Acudieron al Parlament advirtiendo de las consecuencias de los posibles recortes en el sistema universitario catalán
Los rectores de las universidades públicas catalanas han reclamado este miércoles al Parlament que los recortes presupuestarios no sean tan severos, porque podrían afectar a nivel de docencia y, sobre todo, a lo que respecta la investigación y la innovación, un campo en el cual los centros catalanes han mejorado mucho los últimos años. Han pedido en el Gobierno que no recorte las aportaciones en las universidades un 16%, sino un 10%, para no tener que aplicar reformas estructurales que podrían dificultar el futuro éxito de las universidades. Así las reformas podrían ser coyunturales y temporales. Los diputados también han elogiado el papel de las universidades y han reflexionado sobre posibles mejoras de futuro.
La Comissió d’Ensenyament i Universitats del Parlament ha recibido los rectores de las universidades de Barcelona, Autónoma y Pompeu Fabra, de Girona, de Lleida y el de la Rovira Virgili de Tarragona. Casi todos han coincidido al hablar del buen momento que han vivido las universidades catalanas durante los últimos años y de lo positivo del sistema universitario catalán. Pero han puesto énfasis advirtiendo de que si los recortes presupuestarios son muy duros podrían acortar la progresión universitaria en investigación.
El rector de la UB y presidente de turno de la Asociación Catalana de Universidades Públicas, Dídac Ramírez, ha recordado que los recortes previstos, de hasta 400 millones de euros, supone volver a las cifras del 2006, o del 2002 si se descuenta la inflación. Aún así, ha asegurado que no es un «limosnero» ni ha venido al Parlament a «pedir dinero», puesto que comprenden la situación económica del país y quieren ser solidarios, pero también han querido ser responsables y avisar de los riesgos que comportaría un recorte demasiado duro.
Desmontar tópicos
Los rectores también han querido desmentir algunos «tópicos negativos», como que hay demasiadas universidades o que son caras. El rector de la URV, Francesc Xavier Grau, ha aportado numerosos datos para demostrar que el sistema universitario catalán «es de los más compactos de Europa» y uno de los más baratos, en comparación a países de dimensiones similares. Y ha añadido que los dirigentes universitarios se sienten «incomprendidos socialmente» respecto al trabajo que hacen y han apostado por mejorar ese aspecto.
La rectora de la UAB, Ana Ripoll,ha lanzado al aire preguntas sobre si son necesarios tantos parques científicos o si haría falta la especialización de las universidades.
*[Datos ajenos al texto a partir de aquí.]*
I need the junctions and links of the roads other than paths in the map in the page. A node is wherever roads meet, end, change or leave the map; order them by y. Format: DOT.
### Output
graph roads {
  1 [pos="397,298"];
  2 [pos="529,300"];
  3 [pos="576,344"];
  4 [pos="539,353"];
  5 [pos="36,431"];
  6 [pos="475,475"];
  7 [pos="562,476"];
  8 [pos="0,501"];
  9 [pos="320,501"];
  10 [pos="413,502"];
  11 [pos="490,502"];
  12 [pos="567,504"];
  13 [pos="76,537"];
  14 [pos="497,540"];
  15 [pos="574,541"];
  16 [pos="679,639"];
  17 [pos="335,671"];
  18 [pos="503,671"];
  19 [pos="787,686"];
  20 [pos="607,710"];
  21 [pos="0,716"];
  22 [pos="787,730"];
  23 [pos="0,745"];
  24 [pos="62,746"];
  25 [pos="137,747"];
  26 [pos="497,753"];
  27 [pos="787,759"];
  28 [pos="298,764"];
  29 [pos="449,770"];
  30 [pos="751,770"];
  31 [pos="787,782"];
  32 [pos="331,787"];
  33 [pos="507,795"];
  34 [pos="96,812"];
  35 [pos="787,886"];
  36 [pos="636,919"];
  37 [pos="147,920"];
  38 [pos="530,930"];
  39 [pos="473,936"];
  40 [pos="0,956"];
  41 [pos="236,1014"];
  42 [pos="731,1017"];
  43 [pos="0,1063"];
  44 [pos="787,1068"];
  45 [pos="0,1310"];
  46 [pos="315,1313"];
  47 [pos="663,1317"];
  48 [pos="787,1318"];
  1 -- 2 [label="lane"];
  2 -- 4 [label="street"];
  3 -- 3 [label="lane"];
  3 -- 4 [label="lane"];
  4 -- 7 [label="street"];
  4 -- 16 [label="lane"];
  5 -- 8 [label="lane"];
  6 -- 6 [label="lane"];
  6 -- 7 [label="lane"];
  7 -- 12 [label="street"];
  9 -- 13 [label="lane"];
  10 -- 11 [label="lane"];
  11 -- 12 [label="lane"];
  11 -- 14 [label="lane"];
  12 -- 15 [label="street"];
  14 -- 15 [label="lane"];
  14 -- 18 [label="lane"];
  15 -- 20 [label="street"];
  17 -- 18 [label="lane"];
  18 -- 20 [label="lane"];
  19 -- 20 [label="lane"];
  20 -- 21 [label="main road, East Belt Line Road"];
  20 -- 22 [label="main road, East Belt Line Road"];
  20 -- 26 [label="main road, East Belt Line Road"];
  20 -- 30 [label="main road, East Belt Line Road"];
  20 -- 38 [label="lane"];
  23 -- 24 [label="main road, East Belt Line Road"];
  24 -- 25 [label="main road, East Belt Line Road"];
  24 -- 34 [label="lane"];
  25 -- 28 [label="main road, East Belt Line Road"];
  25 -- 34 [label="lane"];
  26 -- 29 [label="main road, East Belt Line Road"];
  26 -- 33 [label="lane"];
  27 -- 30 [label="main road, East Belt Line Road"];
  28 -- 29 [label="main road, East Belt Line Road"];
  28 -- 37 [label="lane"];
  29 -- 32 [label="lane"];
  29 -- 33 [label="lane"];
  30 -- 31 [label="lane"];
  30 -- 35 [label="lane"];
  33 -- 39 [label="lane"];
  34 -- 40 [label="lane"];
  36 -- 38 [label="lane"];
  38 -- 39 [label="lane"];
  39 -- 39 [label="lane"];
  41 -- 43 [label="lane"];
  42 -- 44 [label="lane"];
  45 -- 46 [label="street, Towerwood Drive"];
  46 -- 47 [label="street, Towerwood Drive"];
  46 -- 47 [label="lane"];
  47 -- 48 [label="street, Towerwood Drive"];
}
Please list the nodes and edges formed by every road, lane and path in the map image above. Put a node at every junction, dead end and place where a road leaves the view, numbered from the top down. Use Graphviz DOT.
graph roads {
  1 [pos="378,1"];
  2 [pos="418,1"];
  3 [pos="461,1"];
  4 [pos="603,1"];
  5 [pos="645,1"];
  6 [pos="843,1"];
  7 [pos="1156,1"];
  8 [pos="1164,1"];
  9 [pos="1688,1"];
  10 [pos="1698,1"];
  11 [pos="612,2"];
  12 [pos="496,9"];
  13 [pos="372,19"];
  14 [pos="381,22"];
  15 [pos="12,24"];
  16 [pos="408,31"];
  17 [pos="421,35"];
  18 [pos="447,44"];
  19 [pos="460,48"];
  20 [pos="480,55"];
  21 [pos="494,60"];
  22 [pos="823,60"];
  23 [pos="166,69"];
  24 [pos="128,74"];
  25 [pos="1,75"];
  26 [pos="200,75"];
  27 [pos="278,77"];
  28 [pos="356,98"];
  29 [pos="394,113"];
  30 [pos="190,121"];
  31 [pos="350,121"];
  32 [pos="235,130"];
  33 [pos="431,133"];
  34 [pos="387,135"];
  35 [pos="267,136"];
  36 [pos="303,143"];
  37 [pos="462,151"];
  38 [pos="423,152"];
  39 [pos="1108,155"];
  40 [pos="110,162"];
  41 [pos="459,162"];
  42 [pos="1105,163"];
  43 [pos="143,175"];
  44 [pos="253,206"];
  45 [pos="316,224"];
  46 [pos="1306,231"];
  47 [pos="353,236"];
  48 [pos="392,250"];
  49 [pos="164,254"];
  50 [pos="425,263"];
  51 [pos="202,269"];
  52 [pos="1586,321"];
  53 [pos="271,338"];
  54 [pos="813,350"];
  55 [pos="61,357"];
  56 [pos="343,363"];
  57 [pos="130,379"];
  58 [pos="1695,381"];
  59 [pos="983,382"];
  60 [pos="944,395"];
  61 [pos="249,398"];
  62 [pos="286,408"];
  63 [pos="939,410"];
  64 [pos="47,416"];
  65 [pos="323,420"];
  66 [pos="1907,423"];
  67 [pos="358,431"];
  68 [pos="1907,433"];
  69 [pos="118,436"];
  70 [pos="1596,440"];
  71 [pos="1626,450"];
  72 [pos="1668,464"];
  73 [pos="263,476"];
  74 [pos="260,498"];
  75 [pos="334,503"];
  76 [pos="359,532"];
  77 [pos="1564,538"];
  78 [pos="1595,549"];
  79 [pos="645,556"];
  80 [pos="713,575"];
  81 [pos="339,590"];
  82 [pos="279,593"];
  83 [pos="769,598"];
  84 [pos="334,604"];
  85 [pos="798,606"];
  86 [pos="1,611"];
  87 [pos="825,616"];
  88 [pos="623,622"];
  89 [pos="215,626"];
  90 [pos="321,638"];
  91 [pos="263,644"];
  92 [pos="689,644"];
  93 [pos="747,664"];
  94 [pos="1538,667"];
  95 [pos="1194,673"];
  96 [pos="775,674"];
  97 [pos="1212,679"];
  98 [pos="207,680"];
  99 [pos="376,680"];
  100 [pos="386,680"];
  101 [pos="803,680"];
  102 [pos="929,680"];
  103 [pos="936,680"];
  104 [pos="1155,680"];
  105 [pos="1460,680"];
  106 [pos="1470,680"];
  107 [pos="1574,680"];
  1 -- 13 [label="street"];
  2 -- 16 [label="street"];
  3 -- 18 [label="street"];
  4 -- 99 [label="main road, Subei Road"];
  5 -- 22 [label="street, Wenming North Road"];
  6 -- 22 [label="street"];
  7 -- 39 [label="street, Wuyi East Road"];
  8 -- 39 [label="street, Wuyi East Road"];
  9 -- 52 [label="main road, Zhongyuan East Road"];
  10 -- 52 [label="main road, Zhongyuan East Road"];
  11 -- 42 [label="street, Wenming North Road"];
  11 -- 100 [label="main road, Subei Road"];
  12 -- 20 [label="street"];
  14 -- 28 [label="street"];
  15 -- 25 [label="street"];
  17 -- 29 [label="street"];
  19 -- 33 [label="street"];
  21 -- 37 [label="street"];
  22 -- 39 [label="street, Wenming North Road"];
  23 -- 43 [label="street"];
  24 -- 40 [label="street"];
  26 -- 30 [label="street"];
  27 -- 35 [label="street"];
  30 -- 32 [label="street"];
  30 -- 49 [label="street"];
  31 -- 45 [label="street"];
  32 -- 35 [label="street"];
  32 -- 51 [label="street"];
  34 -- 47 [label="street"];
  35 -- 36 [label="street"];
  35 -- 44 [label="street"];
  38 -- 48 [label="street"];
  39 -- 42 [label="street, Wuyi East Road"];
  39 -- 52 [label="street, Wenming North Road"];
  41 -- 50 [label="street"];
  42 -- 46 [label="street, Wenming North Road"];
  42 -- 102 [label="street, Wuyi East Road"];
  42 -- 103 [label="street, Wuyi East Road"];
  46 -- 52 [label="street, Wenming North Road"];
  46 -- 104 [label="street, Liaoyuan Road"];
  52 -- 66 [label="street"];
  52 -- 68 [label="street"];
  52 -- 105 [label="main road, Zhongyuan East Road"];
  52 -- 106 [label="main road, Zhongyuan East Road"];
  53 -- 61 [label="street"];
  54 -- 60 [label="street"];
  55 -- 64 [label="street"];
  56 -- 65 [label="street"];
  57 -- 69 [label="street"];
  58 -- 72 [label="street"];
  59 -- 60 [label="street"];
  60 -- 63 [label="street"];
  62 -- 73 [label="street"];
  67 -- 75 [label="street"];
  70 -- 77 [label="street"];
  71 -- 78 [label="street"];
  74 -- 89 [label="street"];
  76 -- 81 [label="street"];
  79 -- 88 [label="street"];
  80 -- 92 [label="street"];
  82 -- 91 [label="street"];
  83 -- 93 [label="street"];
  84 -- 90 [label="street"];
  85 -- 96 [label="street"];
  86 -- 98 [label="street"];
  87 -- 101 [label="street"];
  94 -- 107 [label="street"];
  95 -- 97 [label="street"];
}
Pero ha remarcado que las universidades ya han hecho un esfuerzo por encima de la media para recortar costes y ha advertido que no invertir en educación acaba saliendo «carísimo». A su posición se adhería el rector de Pompeu, Josep Joan Moreso, quién ha comentado: «Somos parte de la solución, no el problema. Si creen que el conocimiento es caro, prueben con la ignorancia».
Propuestas
Se ha pedido que el Gobierno cambie sus prioridades e invierta más en las Universidades. Incluso, el rector de la URV, Grau, ha propuesto una doble línea de financiación, separando la docencia de la investigación. Tanto los rectores como gran parte de los parlamentarios han solicitado un pacto nacional que estabilice el modelo legislativo y de financiación de estos centros. La portavoz socialista, Marina Geli ha ofrecido al Gobierno un pacto para que se haga efectivo antes del 2012.
En cualquier caso, las universidades se pondrán al servicio de lo que Catalunya necesite, intentando que los recortes repercutan lo menos posible.